Please copy the data exactly as it stands, minus the images.

Data under study START

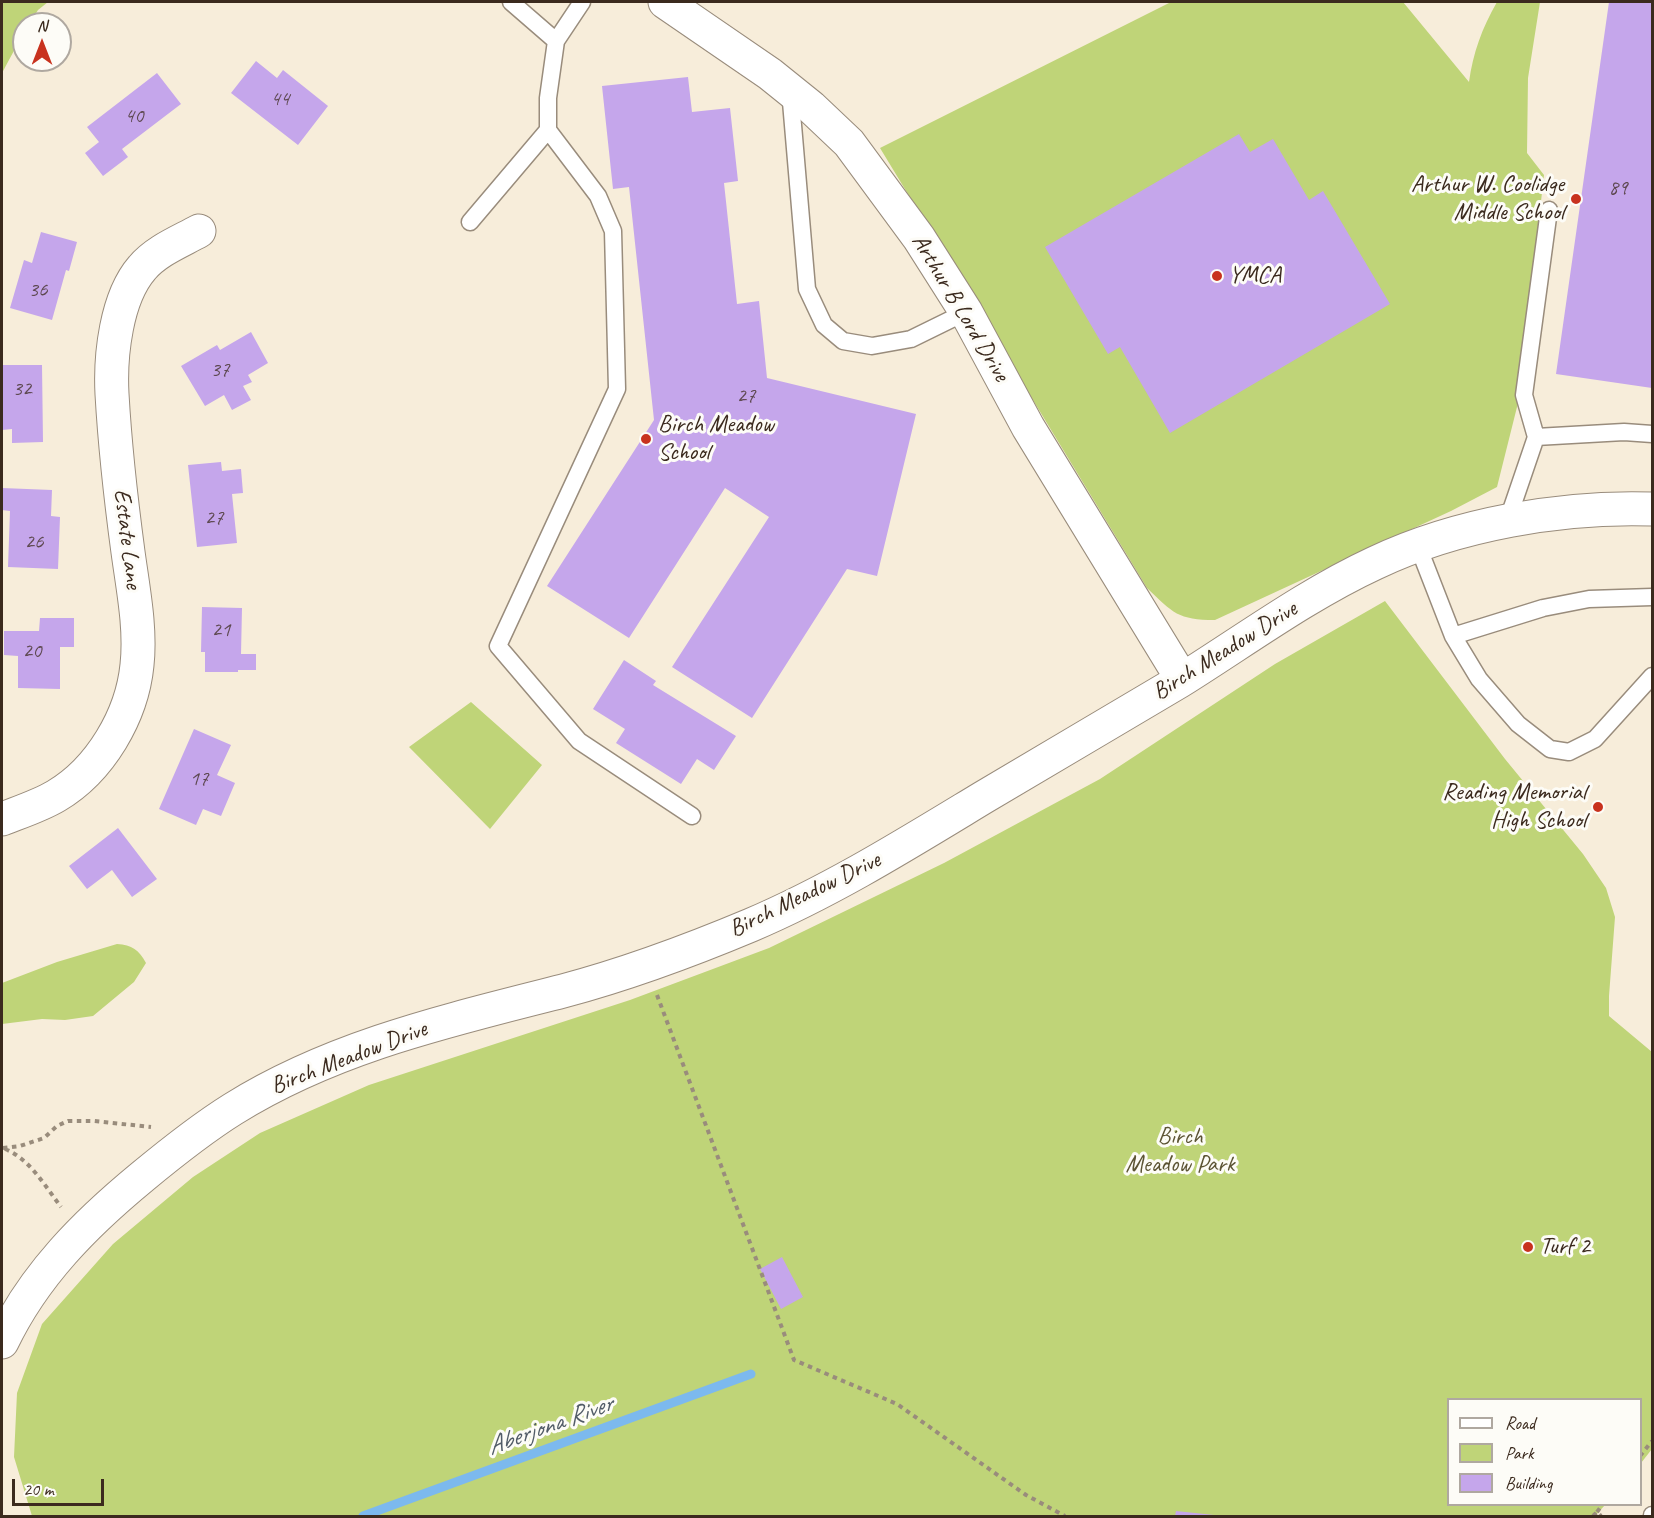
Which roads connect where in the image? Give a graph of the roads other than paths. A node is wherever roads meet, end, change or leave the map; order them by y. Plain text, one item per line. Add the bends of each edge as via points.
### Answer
1 (511, 2) edge
2 (582, 2) edge
3 (665, 2) edge
4 (556, 41) junction
5 (790, 90) junction
6 (548, 130) junction
7 (1550, 210) dead end
8 (470, 222) dead end
9 (199, 231) dead end
10 (966, 312) junction
11 (1653, 434) edge
12 (1536, 437) junction
13 (1653, 509) edge
14 (1507, 522) junction
15 (1418, 546) junction
16 (1653, 597) edge
17 (1454, 636) junction
18 (1653, 676) edge
19 (1182, 679) junction
20 (692, 816) dead end
21 (2, 819) edge
22 (2, 1342) edge

1 - 4 lane
2 - 4 lane
3 - 5 street, Arthur B Lord Drive
4 - 6 lane
5 - 10 street, Arthur B Lord Drive via 849,143 919,238
5 - 10 lane via 807,289 824,325 843,341 872,346 912,339
6 - 8 lane
6 - 20 lane via 598,196 613,231 617,389 498,646 579,741
7 - 12 lane via 1524,395
9 - 21 street, Estate Lane via 159,253 138,273 114,340 114,434 137,622 137,666 129,705 102,754 73,784 38,805
10 - 19 street, Arthur B Lord Drive via 1028,427
11 - 12 lane
12 - 14 lane
13 - 14 street, Birch Meadow Drive via 1563,513
14 - 15 street, Birch Meadow Drive
15 - 17 lane
15 - 19 street, Birch Meadow Drive via 1342,580
16 - 17 lane via 1589,599 1543,608
17 - 18 lane via 1479,679 1518,724 1550,749 1569,752 1595,739
19 - 22 street, Birch Meadow Drive via 915,839 748,926 646,966 426,1026 355,1051 263,1091 202,1131 81,1232 33,1286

Data under study END

== Result of the task ==
Which roads connect where in the image? Give a graph of the roads other than paths. A node is wherever roads meet, end, change or leave the map; order them by y. Plain text, one item per line. Add the bends of each edge as via points.
### Answer
1 (511, 2) edge
2 (582, 2) edge
3 (665, 2) edge
4 (556, 41) junction
5 (790, 90) junction
6 (548, 130) junction
7 (1550, 210) dead end
8 (470, 222) dead end
9 (199, 231) dead end
10 (966, 312) junction
11 (1653, 434) edge
12 (1536, 437) junction
13 (1653, 509) edge
14 (1507, 522) junction
15 (1418, 546) junction
16 (1653, 597) edge
17 (1454, 636) junction
18 (1653, 676) edge
19 (1182, 679) junction
20 (692, 816) dead end
21 (2, 819) edge
22 (2, 1342) edge

1 - 4 lane
2 - 4 lane
3 - 5 street, Arthur B Lord Drive
4 - 6 lane
5 - 10 street, Arthur B Lord Drive via 849,143 919,238
5 - 10 lane via 807,289 824,325 843,341 872,346 912,339
6 - 8 lane
6 - 20 lane via 598,196 613,231 617,389 498,646 579,741
7 - 12 lane via 1524,395
9 - 21 street, Estate Lane via 159,253 138,273 114,340 114,434 137,622 137,666 129,705 102,754 73,784 38,805
10 - 19 street, Arthur B Lord Drive via 1028,427
11 - 12 lane
12 - 14 lane
13 - 14 street, Birch Meadow Drive via 1563,513
14 - 15 street, Birch Meadow Drive
15 - 17 lane
15 - 19 street, Birch Meadow Drive via 1342,580
16 - 17 lane via 1589,599 1543,608
17 - 18 lane via 1479,679 1518,724 1550,749 1569,752 1595,739
19 - 22 street, Birch Meadow Drive via 915,839 748,926 646,966 426,1026 355,1051 263,1091 202,1131 81,1232 33,1286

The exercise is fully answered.